• **Task objective**
Say how many lines in the following entries include "main", and add nothing else.

• **Dataset entries**
——————————
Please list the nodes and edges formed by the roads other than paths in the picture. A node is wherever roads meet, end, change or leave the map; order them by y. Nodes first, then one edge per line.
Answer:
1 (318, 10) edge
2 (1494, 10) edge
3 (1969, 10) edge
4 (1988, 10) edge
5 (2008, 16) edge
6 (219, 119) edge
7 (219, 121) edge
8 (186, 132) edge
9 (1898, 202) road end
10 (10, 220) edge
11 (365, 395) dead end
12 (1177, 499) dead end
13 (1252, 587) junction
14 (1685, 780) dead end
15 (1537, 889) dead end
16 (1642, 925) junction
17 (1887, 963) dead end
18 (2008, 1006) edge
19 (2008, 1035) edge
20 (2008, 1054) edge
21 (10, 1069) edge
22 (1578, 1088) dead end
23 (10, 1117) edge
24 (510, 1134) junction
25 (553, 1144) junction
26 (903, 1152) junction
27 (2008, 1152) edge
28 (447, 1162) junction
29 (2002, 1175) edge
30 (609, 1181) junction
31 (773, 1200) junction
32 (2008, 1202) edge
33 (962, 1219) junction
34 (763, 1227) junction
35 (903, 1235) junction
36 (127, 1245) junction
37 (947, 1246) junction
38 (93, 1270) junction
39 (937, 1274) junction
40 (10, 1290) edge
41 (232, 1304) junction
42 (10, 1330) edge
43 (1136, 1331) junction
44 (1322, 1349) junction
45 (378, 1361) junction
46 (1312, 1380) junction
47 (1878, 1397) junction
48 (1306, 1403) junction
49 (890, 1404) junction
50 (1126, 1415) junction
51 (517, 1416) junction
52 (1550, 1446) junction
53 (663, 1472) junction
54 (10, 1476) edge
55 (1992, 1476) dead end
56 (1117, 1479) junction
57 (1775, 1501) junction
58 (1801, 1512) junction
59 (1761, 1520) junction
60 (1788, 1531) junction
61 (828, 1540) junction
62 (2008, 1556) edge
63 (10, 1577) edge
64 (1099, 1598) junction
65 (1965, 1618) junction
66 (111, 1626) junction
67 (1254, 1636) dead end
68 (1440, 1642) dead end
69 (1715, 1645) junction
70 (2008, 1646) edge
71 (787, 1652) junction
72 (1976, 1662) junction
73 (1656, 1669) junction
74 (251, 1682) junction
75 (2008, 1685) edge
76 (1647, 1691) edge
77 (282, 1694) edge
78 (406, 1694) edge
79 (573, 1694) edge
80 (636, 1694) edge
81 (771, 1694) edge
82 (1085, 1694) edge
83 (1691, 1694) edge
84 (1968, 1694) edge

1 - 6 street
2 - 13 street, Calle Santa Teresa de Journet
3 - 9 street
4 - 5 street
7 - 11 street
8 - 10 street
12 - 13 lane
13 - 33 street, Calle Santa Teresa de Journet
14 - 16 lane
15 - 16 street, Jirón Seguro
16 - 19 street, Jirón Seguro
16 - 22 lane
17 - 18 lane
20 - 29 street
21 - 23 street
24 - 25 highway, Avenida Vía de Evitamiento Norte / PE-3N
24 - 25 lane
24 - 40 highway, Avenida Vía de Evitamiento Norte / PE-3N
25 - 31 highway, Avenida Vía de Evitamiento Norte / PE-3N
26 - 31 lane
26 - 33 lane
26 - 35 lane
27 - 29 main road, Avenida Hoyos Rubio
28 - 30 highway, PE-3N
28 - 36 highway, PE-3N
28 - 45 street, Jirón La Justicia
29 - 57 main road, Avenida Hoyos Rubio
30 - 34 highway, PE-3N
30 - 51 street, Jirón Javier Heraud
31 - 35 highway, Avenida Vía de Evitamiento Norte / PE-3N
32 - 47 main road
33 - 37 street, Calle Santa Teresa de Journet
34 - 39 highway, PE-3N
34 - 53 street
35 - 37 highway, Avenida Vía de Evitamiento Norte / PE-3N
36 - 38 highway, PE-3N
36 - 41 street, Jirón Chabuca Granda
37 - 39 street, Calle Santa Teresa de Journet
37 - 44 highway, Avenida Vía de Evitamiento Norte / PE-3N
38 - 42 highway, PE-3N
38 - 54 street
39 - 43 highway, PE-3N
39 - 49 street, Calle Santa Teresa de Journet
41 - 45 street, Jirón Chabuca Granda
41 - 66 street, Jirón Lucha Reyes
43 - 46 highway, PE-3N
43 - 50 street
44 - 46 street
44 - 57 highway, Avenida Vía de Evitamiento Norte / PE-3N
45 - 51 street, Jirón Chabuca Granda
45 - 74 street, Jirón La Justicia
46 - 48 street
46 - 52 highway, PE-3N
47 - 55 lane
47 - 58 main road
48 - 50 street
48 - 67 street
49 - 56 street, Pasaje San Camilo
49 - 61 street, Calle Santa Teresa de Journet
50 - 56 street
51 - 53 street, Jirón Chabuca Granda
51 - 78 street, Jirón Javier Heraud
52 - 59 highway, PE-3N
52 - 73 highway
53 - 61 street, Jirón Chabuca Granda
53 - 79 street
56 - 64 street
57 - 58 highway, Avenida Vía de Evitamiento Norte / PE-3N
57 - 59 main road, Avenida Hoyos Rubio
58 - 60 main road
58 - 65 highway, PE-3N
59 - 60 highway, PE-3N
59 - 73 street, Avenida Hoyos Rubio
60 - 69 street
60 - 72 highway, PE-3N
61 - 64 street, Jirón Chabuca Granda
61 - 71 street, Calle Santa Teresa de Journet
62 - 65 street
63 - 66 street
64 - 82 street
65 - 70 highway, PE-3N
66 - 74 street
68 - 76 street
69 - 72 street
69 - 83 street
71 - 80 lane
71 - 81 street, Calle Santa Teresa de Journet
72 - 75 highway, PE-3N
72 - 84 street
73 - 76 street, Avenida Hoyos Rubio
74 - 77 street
——————————
• **Exercise response**
6